The new political reality of the increasing trend of "work from home"

    


      I have always been interested in reading predictions for the future.  Growing up I remember waiting for the first Parade Magazine of the year for Jeanne Dixon's predictions for the upcoming year.  She claimed to have predicted the Kennedy assassination.  Of course, that was after the fact! Anyway, we always kept the copy of her predictions to then read again on New Year's Eve to see how much she got right.  She was always careful enough to make predictions with a high probability of being correct.  Predictions for major earthquakes in parts of the World that were earthquake-prone were common.  Political turmoil in the Middle East was another example.  We stop reading her predictions after seeing that she missed more often hit on a correct specific prediction.

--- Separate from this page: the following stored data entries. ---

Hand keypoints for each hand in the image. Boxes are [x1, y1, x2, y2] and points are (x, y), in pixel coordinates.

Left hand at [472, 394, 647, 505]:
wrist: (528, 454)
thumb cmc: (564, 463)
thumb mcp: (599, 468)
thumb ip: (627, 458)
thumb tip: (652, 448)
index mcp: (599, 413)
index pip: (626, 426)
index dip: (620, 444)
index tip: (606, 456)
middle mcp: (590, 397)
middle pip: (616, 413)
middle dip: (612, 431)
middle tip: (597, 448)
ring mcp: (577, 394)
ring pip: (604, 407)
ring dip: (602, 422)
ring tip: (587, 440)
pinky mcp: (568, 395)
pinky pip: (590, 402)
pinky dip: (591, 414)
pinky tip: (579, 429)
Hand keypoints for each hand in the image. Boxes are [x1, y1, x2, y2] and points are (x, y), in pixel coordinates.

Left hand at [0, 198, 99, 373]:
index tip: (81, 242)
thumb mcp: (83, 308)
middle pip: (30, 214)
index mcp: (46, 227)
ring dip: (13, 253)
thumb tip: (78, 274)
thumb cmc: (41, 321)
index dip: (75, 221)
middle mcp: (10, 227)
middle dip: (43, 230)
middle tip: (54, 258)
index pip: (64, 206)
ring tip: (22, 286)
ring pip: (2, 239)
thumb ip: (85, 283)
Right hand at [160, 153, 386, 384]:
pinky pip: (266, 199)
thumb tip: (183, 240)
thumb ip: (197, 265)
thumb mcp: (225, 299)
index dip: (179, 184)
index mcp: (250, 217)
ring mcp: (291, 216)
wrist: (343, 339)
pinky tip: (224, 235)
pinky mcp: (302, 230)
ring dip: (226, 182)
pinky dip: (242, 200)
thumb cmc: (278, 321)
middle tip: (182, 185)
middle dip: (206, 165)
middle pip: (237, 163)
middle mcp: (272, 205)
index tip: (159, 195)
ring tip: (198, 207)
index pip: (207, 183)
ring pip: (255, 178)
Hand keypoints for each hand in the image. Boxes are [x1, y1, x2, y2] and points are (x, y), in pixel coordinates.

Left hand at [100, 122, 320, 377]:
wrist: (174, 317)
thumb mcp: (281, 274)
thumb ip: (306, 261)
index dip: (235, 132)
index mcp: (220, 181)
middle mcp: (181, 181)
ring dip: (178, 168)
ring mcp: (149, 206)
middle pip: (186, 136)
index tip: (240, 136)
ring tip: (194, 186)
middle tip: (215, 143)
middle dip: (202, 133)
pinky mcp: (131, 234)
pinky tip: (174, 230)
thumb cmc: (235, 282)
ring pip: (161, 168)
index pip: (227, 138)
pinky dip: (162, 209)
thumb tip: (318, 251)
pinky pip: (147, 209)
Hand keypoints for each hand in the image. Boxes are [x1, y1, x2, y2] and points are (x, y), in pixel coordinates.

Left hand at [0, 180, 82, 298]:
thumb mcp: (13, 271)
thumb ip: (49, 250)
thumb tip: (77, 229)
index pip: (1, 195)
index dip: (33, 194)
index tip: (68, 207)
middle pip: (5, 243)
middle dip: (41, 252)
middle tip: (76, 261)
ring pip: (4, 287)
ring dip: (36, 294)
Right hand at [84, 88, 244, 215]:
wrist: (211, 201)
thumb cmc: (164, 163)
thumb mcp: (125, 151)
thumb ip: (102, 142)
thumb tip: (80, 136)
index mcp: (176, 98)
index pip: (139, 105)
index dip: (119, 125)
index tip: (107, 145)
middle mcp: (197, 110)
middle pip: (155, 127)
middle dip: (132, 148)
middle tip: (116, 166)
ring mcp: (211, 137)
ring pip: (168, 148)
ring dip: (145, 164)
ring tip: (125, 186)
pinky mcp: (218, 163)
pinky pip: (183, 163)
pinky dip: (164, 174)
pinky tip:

     Our current pandemic has the potential to cause some significant changes that seem easy to predict.  The one I will be watching is how the "work from home" changes where we decide to live in the future.  If you can easily live where you want and still have the job with a company in a far off location then where will people choose to live?  Not having to commute to a job will have significant consequences in population trends.  The Baltimore Sun this morning had an article on how outlying counties in Maryland that were safely Republican are now trending more politically blue.  People are moving farther from the blue cities and carrying their political voting patterns to the traditionally Republican counties.  This happened in Howard County with the development of Columbia in the 1960s and '70s.  I still remember the time in the 1970s when Howard County had two Democrat clubs, one conservative (Ellicott City) and one liberal (Columbia).  Now over 70 percent of the votes in Howard County went for Biden this year.

     So what happens when those working liberal city dwellers start to be able to live in the mountains or beach towns that used to be solid Republican areas?  You don't have to wait till retirement age to live in these outlying areas any longer.  Look at nationally what has happened to Arizona and Colorado.  Or in Maryland with Frederick or Charles counties.  You maybe can have your city-based job and your acre lot without the commute.

     This new reality has caused the Republican party to become less democratic as the population demographics move in favor of the Democrats.  Thinking that the Democrats stole an election takes less of a mind shift than recognizing the new political realities.  Voter suppression and gerrymandering on the part of the Republicans will only get more dramatic and cause political turmoil with each election defeat.  What Trump has delivered to the Republican Party is only the culmination of the drift to the right of the Republican Party since Nixon's Southern Strategy of the 1970s.  Demographics and new pandemic work/life realities spell trouble for that strategy and Republicans in the future.  As for me, I want to live long enough to see national health insurance in the United States and have us join the rest of the modern world.